E mentre a Pisa si costituisce un Comitato che fa leva sul buono che l’esempio di Riace ha originato, per replicare e migliorare quell’idea anche in altri territori, la ritrovata serenità di tante persone viene messa a repentaglio. Spostare queste persone in altri centri diversi da Riace, significa, oggi, sradicarle ai loro nuovi affetti e richiudere le porte di uno dei tanti paesini della ionica calabrese i cui abitanti, in eredità avranno solo un grande silenzio. Significa, oggi, alimentare altri centri, altri sistemi, burocraticamente più impeccabili, ma più esposti a fenomeni negativi altri.

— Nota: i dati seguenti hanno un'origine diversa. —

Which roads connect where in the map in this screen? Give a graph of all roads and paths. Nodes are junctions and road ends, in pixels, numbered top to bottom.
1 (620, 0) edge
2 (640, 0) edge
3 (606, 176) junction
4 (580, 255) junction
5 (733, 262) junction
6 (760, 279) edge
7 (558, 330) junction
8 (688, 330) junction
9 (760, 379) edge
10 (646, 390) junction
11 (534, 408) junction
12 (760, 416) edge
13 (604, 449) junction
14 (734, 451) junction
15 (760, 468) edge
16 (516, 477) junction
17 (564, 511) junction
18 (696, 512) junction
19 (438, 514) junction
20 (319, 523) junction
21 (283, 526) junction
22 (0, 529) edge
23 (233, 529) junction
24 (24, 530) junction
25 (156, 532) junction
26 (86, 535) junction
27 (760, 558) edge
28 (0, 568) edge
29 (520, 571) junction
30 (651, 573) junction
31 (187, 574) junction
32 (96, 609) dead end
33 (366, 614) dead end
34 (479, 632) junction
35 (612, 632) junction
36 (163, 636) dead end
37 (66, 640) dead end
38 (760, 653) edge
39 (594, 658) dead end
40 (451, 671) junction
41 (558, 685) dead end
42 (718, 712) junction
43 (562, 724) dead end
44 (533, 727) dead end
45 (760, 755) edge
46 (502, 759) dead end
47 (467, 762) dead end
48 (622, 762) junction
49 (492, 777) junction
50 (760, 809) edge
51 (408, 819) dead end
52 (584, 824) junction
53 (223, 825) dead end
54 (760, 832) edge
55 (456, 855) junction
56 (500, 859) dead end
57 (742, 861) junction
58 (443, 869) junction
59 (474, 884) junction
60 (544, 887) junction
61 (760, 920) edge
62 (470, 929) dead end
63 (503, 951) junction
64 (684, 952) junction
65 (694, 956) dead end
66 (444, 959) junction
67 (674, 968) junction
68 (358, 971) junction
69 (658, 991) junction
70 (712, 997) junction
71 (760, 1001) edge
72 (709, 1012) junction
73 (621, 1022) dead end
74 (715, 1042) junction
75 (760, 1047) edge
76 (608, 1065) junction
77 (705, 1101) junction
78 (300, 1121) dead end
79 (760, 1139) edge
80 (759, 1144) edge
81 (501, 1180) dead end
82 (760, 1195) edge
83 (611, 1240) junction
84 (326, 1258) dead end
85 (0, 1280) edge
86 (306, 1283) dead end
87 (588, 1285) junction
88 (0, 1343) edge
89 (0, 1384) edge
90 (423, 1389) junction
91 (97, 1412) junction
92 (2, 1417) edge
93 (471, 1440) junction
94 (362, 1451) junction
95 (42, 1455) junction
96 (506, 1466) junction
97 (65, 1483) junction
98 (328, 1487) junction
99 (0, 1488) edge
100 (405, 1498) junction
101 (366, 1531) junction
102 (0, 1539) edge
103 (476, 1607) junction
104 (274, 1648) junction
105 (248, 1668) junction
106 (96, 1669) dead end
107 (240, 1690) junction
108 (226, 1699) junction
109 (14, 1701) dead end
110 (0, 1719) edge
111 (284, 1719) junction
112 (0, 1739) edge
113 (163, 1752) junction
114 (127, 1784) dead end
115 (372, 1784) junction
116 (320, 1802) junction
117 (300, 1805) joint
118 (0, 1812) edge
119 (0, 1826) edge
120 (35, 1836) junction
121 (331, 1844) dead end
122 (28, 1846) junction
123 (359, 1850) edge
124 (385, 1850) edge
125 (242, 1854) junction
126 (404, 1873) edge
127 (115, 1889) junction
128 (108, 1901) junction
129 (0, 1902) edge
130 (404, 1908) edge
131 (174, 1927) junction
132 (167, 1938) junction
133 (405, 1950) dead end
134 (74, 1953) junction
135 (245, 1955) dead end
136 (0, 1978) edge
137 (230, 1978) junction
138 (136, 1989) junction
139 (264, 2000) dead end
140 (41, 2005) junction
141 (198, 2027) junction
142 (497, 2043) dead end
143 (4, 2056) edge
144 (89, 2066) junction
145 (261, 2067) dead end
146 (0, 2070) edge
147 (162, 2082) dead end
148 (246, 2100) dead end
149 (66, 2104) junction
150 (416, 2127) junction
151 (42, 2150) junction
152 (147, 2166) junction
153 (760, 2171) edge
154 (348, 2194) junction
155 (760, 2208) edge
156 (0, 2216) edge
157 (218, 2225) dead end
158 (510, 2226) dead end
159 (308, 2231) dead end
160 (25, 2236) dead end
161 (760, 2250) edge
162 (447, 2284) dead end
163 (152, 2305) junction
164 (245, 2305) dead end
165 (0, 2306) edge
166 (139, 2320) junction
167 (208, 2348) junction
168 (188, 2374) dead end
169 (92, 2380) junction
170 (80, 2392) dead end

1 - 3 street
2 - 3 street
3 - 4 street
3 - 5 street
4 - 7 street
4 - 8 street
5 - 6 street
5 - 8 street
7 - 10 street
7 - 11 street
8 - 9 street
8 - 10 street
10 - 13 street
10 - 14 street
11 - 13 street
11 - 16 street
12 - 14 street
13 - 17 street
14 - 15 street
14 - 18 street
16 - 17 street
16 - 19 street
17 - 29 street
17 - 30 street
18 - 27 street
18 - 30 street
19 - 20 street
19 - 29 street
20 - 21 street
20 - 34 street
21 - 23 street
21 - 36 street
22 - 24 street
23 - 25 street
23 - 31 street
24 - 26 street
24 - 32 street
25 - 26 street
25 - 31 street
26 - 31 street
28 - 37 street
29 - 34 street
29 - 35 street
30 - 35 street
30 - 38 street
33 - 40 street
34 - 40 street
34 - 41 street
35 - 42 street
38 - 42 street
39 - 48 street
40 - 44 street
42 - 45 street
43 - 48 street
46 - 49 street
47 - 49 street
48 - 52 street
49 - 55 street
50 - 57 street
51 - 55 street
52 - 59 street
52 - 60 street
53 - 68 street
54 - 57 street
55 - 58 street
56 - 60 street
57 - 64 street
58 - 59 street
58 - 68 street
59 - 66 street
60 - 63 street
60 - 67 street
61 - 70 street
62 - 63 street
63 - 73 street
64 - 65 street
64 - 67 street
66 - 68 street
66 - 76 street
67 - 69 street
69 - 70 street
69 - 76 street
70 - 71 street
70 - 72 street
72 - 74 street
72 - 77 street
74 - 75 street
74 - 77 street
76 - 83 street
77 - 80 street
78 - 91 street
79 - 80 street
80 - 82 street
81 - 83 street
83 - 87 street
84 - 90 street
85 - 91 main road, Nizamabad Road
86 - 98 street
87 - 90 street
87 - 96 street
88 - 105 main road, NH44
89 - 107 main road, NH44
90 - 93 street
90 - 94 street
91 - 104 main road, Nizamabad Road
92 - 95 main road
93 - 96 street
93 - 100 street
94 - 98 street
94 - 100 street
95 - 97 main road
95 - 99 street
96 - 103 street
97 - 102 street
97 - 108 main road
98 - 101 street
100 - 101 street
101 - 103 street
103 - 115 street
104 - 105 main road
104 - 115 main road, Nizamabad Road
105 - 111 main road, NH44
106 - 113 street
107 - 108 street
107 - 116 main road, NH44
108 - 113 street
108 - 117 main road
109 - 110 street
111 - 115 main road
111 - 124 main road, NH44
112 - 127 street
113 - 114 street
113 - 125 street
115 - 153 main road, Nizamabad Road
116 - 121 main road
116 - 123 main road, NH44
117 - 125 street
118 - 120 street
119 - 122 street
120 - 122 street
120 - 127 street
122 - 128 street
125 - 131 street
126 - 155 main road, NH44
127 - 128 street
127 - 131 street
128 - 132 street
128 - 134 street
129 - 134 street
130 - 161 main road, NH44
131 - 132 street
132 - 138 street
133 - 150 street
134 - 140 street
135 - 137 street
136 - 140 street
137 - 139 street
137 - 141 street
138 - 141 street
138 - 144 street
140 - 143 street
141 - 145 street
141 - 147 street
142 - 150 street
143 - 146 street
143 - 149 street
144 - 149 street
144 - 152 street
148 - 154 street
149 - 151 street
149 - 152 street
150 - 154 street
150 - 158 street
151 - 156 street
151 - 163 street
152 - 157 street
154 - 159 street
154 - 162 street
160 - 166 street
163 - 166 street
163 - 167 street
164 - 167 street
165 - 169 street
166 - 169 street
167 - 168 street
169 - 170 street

Mentre un esempio di umanità viene assunto come simbolo e nemico politico in una lotta tra leoni e lupi, la ‘Ndrangheta, attore dimenticato, ma tutt’altro che passivo nelle vicende di quei luoghi, tira un sospiro di sollievo.

Domani forse ci sveglieremo, scenderemo in piazza, ma il giorno dopo non avremo cambiato nulla; o magari esulteremo per aver “fatto giustizia”, pulizia ed aver ristabilito l’unicità e la primazia del nostro “io”.

Intanto, a pochi passi da noi, ma molto lontano dalle nostre coscienze, l’ennesimo Comune verrà sciolto per mafia e forse ci starà bene così, in questo strano mondo fatto di un male tanto vero, quanto banale.